Cerebrovascular adaptation to pregnancy is poorly understood. We sought to assess cerebrovascular regulation in response to visual stimulation, hypercapnia and exercise across the three trimesters of pregnancy. Using transcranial Doppler (TCD) ultrasound, middle and posterior cerebral artery mean blood velocities (MCAvmean and PCAvmean) were measured continuously at rest and in response to (1) visual stimulation to assess neurovascular coupling (NVC); (2) a modified Duffin hyperoxic CO2 rebreathe test, and (3) an incremental cycling exercise test to volitional fatigue in non-pregnant ( n = 26; NP) and pregnant women (first trimester [ n = 13; TM1], second trimester [ n = 21; TM2], and third trimester [ n = 20; TM3]) in total 47 women.

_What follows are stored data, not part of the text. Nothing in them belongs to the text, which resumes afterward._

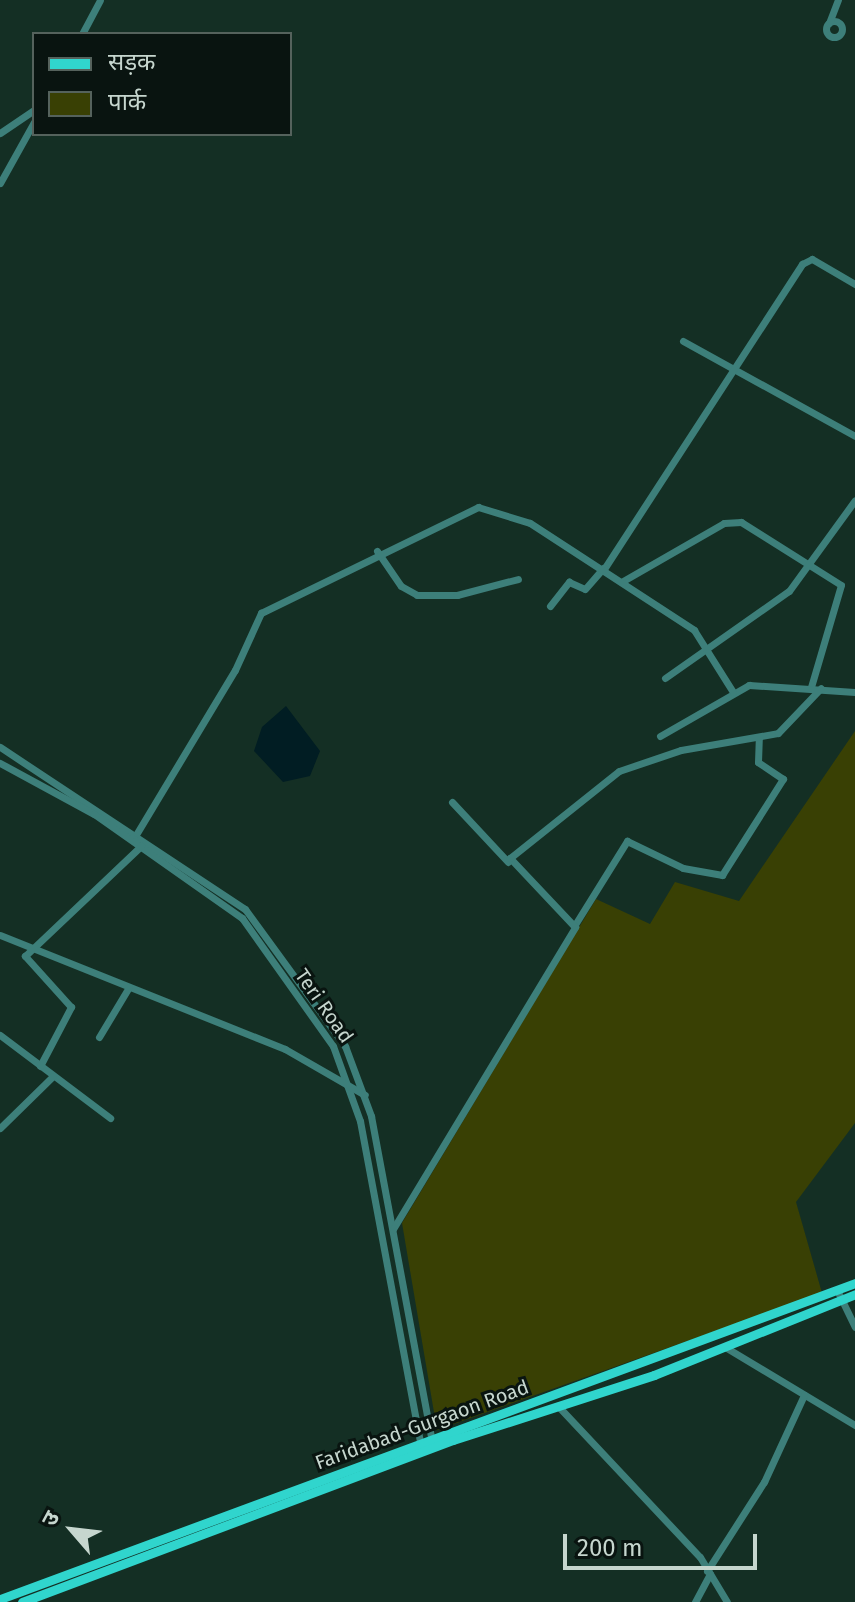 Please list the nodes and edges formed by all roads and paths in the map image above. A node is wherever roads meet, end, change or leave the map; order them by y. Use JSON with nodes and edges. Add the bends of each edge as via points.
{"nodes":[{"id":1,"x":100,"y":0,"type":"edge"},
{"id":2,"x":838,"y":0,"type":"edge"},
{"id":3,"x":829,"y":23,"type":"dead end"},
{"id":4,"x":83,"y":32,"type":"edge"},
{"id":5,"x":32,"y":111,"type":"edge"},
{"id":6,"x":32,"y":126,"type":"edge"},
{"id":7,"x":0,"y":133,"type":"edge"},
{"id":8,"x":0,"y":183,"type":"edge"},
{"id":9,"x":855,"y":284,"type":"edge"},
{"id":10,"x":683,"y":341,"type":"dead end"},
{"id":11,"x":737,"y":369,"type":"junction"},
{"id":12,"x":855,"y":436,"type":"edge"},
{"id":13,"x":855,"y":500,"type":"edge"},
{"id":14,"x":377,"y":551,"type":"junction"},
{"id":15,"x":812,"y":564,"type":"junction"},
{"id":16,"x":604,"y":569,"type":"junction"},
{"id":17,"x":518,"y":579,"type":"dead end"},
{"id":18,"x":623,"y":581,"type":"junction"},
{"id":19,"x":550,"y":606,"type":"dead end"},
{"id":20,"x":709,"y":646,"type":"junction"},
{"id":21,"x":665,"y":678,"type":"dead end"},
{"id":22,"x":811,"y":687,"type":"junction"},
{"id":23,"x":821,"y":688,"type":"junction"},
{"id":24,"x":733,"y":692,"type":"junction"},
{"id":25,"x":855,"y":692,"type":"edge"},
{"id":26,"x":660,"y":736,"type":"dead end"},
{"id":27,"x":759,"y":738,"type":"junction"},
{"id":28,"x":1,"y":750,"type":"edge"},
{"id":29,"x":0,"y":763,"type":"edge"},
{"id":30,"x":452,"y":802,"type":"dead end"},
{"id":31,"x":137,"y":833,"type":"junction"},
{"id":32,"x":141,"y":846,"type":"junction"},
{"id":33,"x":159,"y":854,"type":"junction"},
{"id":34,"x":508,"y":862,"type":"junction"},
{"id":35,"x":576,"y":923,"type":"junction"},
{"id":36,"x":0,"y":935,"type":"edge"},
{"id":37,"x":31,"y":946,"type":"junction"},
{"id":38,"x":129,"y":987,"type":"junction"},
{"id":39,"x":0,"y":1035,"type":"edge"},
{"id":40,"x":99,"y":1037,"type":"dead end"},
{"id":41,"x":40,"y":1066,"type":"junction"},
{"id":42,"x":53,"y":1076,"type":"junction"},
{"id":43,"x":351,"y":1088,"type":"junction"},
{"id":44,"x":365,"y":1095,"type":"junction"},
{"id":45,"x":110,"y":1118,"type":"dead end"},
{"id":46,"x":0,"y":1128,"type":"edge"},
{"id":47,"x":393,"y":1229,"type":"junction"},
{"id":48,"x":855,"y":1283,"type":"edge"},
{"id":49,"x":855,"y":1294,"type":"edge"},
{"id":50,"x":839,"y":1295,"type":"junction"},
{"id":51,"x":855,"y":1327,"type":"edge"},
{"id":52,"x":725,"y":1347,"type":"junction"},
{"id":53,"x":804,"y":1395,"type":"junction"},
{"id":54,"x":558,"y":1406,"type":"junction"},
{"id":55,"x":855,"y":1425,"type":"edge"},
{"id":56,"x":427,"y":1445,"type":"junction"},
{"id":57,"x":708,"y":1572,"type":"junction"},
{"id":58,"x":0,"y":1599,"type":"edge"},
{"id":59,"x":22,"y":1602,"type":"edge"},
{"id":60,"x":695,"y":1602,"type":"edge"},
{"id":61,"x":727,"y":1602,"type":"edge"}],
"edges":[{"from":1,"to":4,"type":"street"},
{"from":2,"to":3,"type":"street"},
{"from":5,"to":7,"type":"street"},
{"from":6,"to":8,"type":"street"},
{"from":9,"to":11,"type":"street","via":[[808,258]]},
{"from":10,"to":11,"type":"street"},
{"from":11,"to":12,"type":"street"},
{"from":11,"to":16,"type":"street"},
{"from":13,"to":15,"type":"street"},
{"from":14,"to":16,"type":"street","via":[[488,505]]},
{"from":14,"to":17,"type":"street","via":[[401,586],[417,595],[457,595]]},
{"from":14,"to":31,"type":"street","via":[[261,613],[235,670]]},
{"from":15,"to":18,"type":"street","via":[[735,520]]},
{"from":15,"to":20,"type":"street","via":[[770,607]]},
{"from":15,"to":22,"type":"street","via":[[841,590]]},
{"from":16,"to":18,"type":"street"},
{"from":16,"to":19,"type":"street","via":[[585,589],[569,582]]},
{"from":18,"to":20,"type":"street"},
{"from":20,"to":21,"type":"street"},
{"from":20,"to":24,"type":"street"},
{"from":22,"to":23,"type":"street"},
{"from":22,"to":24,"type":"street","via":[[757,691],[749,685]]},
{"from":23,"to":25,"type":"street"},
{"from":23,"to":27,"type":"street","via":[[791,714],[785,730]]},
{"from":24,"to":26,"type":"street"},
{"from":27,"to":34,"type":"street","via":[[681,750],[619,771]]},
{"from":27,"to":35,"type":"street","via":[[758,762],[783,779],[722,875],[695,872],[627,841]]},
{"from":28,"to":31,"type":"street"},
{"from":29,"to":32,"type":"street","name":"Teri Road"},
{"from":30,"to":34,"type":"street"},
{"from":31,"to":33,"type":"street"},
{"from":32,"to":33,"type":"street","name":"Teri Road"},
{"from":32,"to":37,"type":"street"},
{"from":33,"to":43,"type":"street","name":"Teri Road","via":[[249,926],[333,1046]]},
{"from":33,"to":44,"type":"street","via":[[265,930],[345,1046]]},
{"from":34,"to":35,"type":"street"},
{"from":35,"to":47,"type":"street"},
{"from":36,"to":37,"type":"street"},
{"from":37,"to":38,"type":"street"},
{"from":37,"to":41,"type":"street","via":[[26,962],[71,1007]]},
{"from":38,"to":40,"type":"street"},
{"from":38,"to":43,"type":"street","via":[[285,1049]]},
{"from":39,"to":41,"type":"street"},
{"from":41,"to":42,"type":"street"},
{"from":42,"to":45,"type":"street"},
{"from":42,"to":46,"type":"street"},
{"from":43,"to":44,"type":"street"},
{"from":43,"to":56,"type":"street","name":"Teri Road"},
{"from":44,"to":47,"type":"street"},
{"from":47,"to":56,"type":"street"},
{"from":48,"to":50,"type":"main road","name":"Faridabad-Gurgaon Road"},
{"from":49,"to":50,"type":"main road","name":"Faridabad-Gurgaon Road"},
{"from":50,"to":51,"type":"street"},
{"from":50,"to":52,"type":"main road","name":"Faridabad-Gurgaon Road"},
{"from":50,"to":56,"type":"main road","name":"Faridabad-Gurgaon Road"},
{"from":52,"to":53,"type":"street"},
{"from":52,"to":54,"type":"main road","name":"Faridabad-Gurgaon Road"},
{"from":53,"to":55,"type":"street"},
{"from":53,"to":57,"type":"street","via":[[764,1482]]},
{"from":54,"to":56,"type":"main road","name":"Faridabad-Gurgaon Road"},
{"from":54,"to":57,"type":"street"},
{"from":56,"to":58,"type":"main road","name":"Faridabad-Gurgaon Road"},
{"from":56,"to":59,"type":"main road","name":"Faridabad-Gurgaon Road"},
{"from":57,"to":60,"type":"street"},
{"from":57,"to":61,"type":"street"}]}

At rest, MCAvmean and PETCO2 were lower in TM2 compared to NP. PCAvmean was lower in TM2 but not TM1 or TM3 compared to NP. Cerebrovascular reactivity in MCAvmean and PCAvmean during the hypercapnic rebreathing test was not different between pregnant and non-pregnant women. MCAvmean continued to increase over the second half of the exercise test in TM2 and TM3, while it decreased in NP due to differences in ΔPETCO2 between groups. Pregnant women experienced a delayed decrease in MCAvmean in response to maximal exercise compared to non-pregnant controls which was explained by CO2 reactivity and PETCO2 level.